EXERCISE PROMPT
Your task is to transcribe the data exactly while omitting each picture.
- Opening Delimiter -
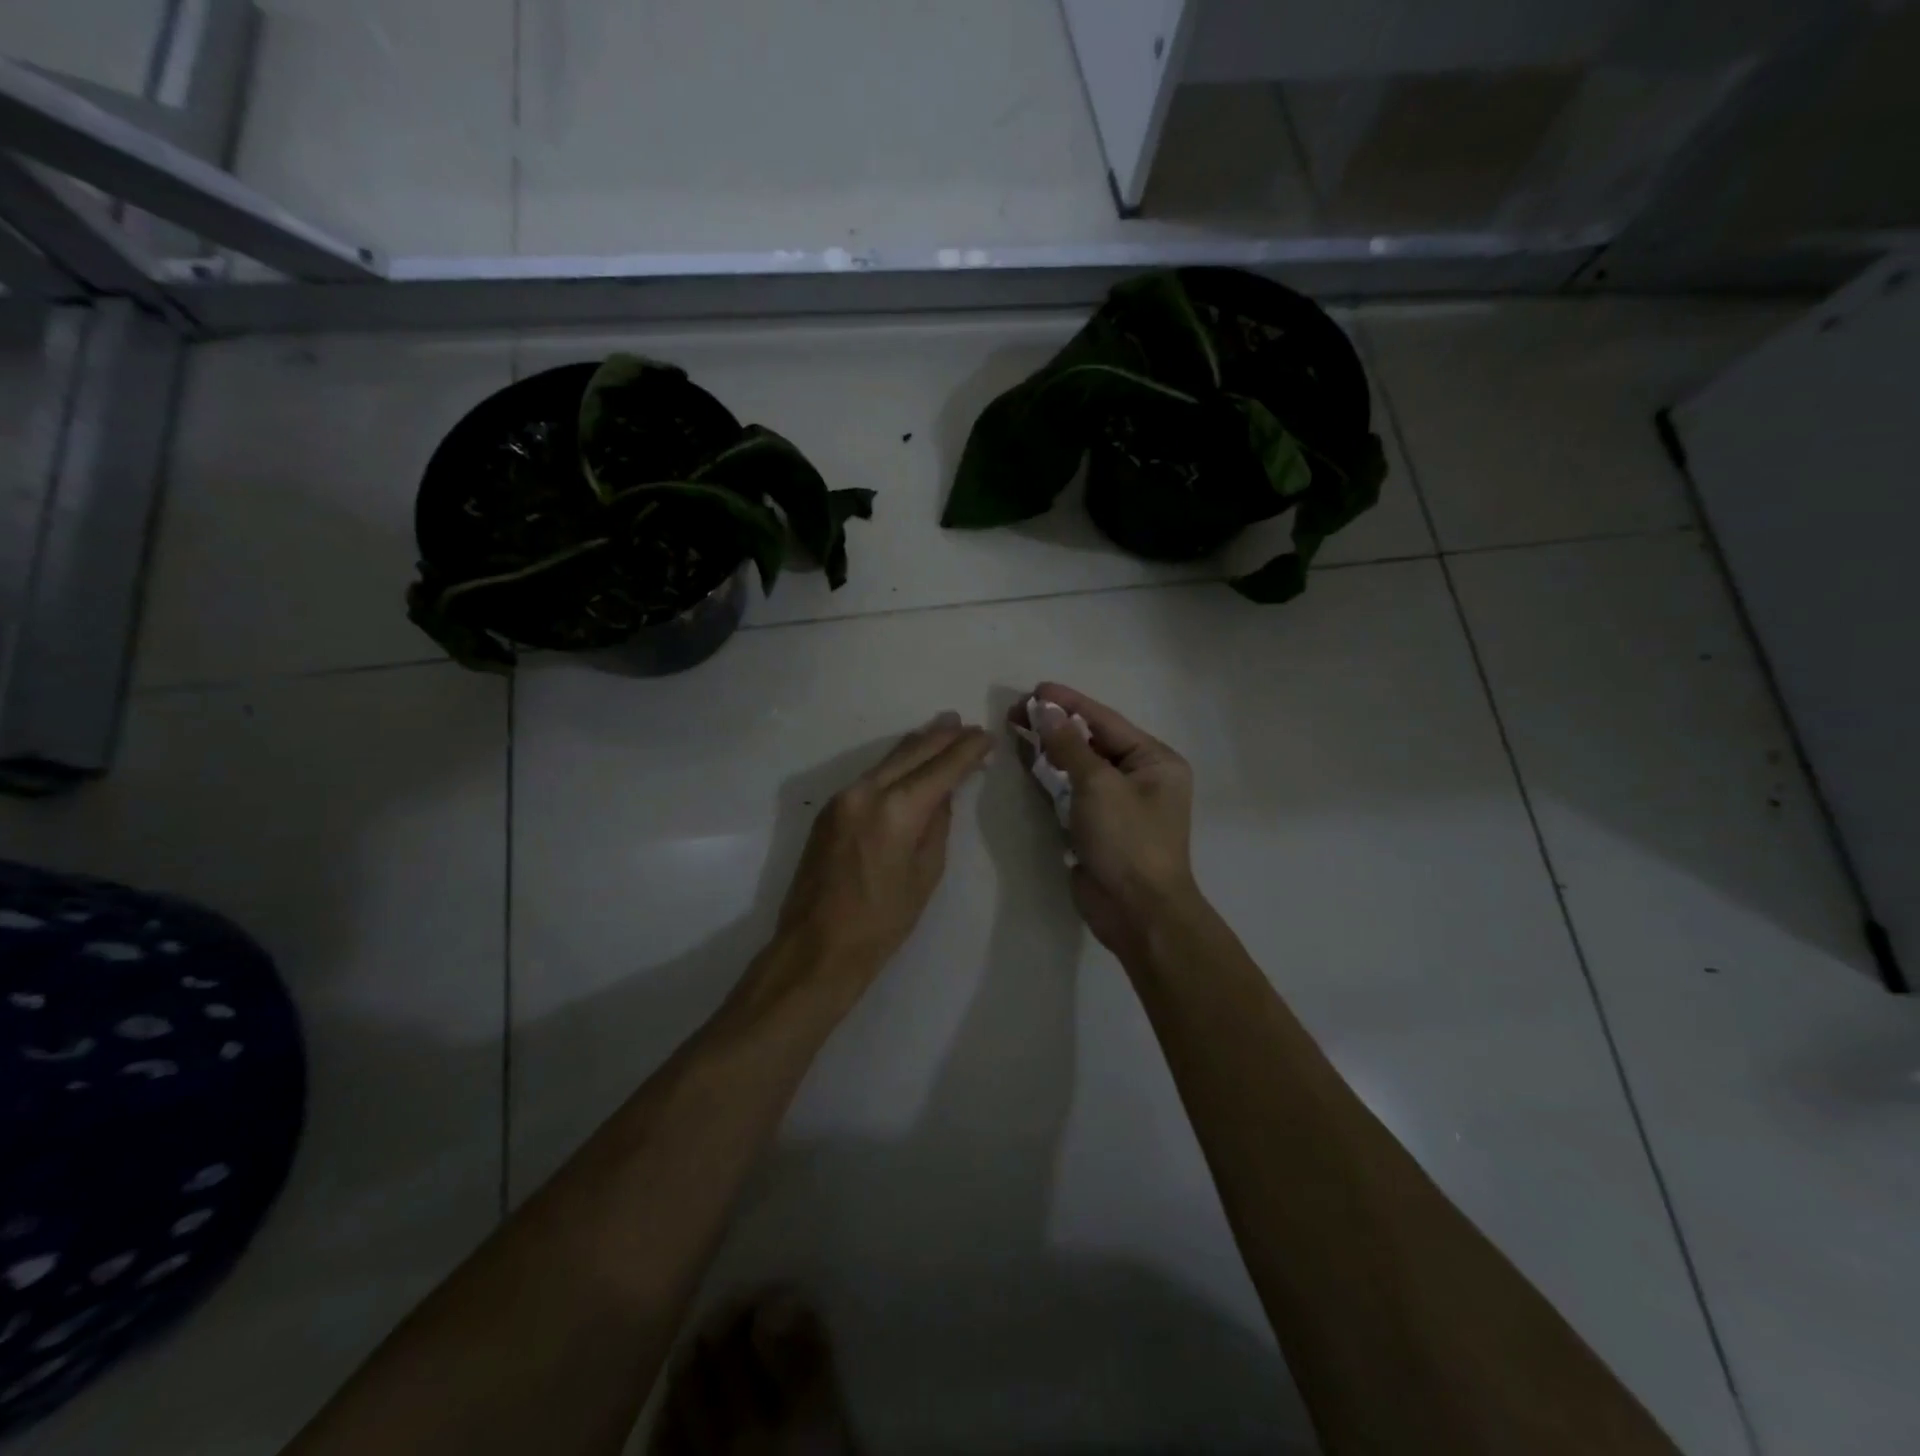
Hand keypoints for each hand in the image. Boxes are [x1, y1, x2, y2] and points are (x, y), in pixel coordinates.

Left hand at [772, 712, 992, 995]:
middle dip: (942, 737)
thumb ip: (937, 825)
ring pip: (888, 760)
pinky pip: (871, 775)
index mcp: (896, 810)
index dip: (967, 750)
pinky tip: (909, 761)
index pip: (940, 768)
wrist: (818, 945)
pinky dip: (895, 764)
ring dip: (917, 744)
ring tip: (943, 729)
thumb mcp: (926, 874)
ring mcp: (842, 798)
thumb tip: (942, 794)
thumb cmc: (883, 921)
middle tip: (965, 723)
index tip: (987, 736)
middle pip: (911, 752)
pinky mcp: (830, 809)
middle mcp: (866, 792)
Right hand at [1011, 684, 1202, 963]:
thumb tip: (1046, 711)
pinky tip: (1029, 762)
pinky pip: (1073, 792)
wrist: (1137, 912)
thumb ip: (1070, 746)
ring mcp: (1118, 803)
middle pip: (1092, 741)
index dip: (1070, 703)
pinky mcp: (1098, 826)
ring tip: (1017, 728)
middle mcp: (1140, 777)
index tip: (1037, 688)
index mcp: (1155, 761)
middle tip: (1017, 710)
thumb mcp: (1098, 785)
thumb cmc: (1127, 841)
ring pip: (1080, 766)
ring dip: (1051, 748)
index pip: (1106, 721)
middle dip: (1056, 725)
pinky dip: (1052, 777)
- Closing Delimiter -
TASK RESULT
Hand keypoints for each hand in the image. Boxes are [x1, y1, x2, y2] and points are (x, y), in pixel coordinates.

Left hand at [772, 712, 992, 995]:
middle dip: (942, 737)
thumb ip: (937, 825)
ring pip: (888, 760)
pinky pip: (871, 775)
index mcp: (896, 810)
index dip: (967, 750)
pinky tip: (909, 761)
index pip: (940, 768)
wrist: (818, 945)
pinky dip: (895, 764)
ring dip: (917, 744)
ring tip: (943, 729)
thumb mcp: (926, 874)
ring mcp: (842, 798)
thumb tip: (942, 794)
thumb cmc: (883, 921)
middle tip: (965, 723)
index tip: (987, 736)
middle pip: (911, 752)
pinky mcp: (830, 809)
middle mcp: (866, 792)
Right hand at [1011, 684, 1202, 963]:
thumb tip: (1046, 711)
pinky tip: (1029, 762)
pinky pip: (1073, 792)
wrist: (1137, 912)
thumb ip: (1070, 746)
ring mcp: (1118, 803)
middle pip: (1092, 741)
index dip: (1070, 703)
pinky mcp: (1098, 826)
ring tip: (1017, 728)
middle mcp: (1140, 777)
index tip: (1037, 688)
index mcp: (1155, 761)
middle tip: (1017, 710)
thumb mcp: (1098, 785)
thumb cmc: (1127, 841)
ring pip: (1080, 766)
ring dip: (1051, 748)
index pip: (1106, 721)
middle dip: (1056, 725)
pinky dip: (1052, 777)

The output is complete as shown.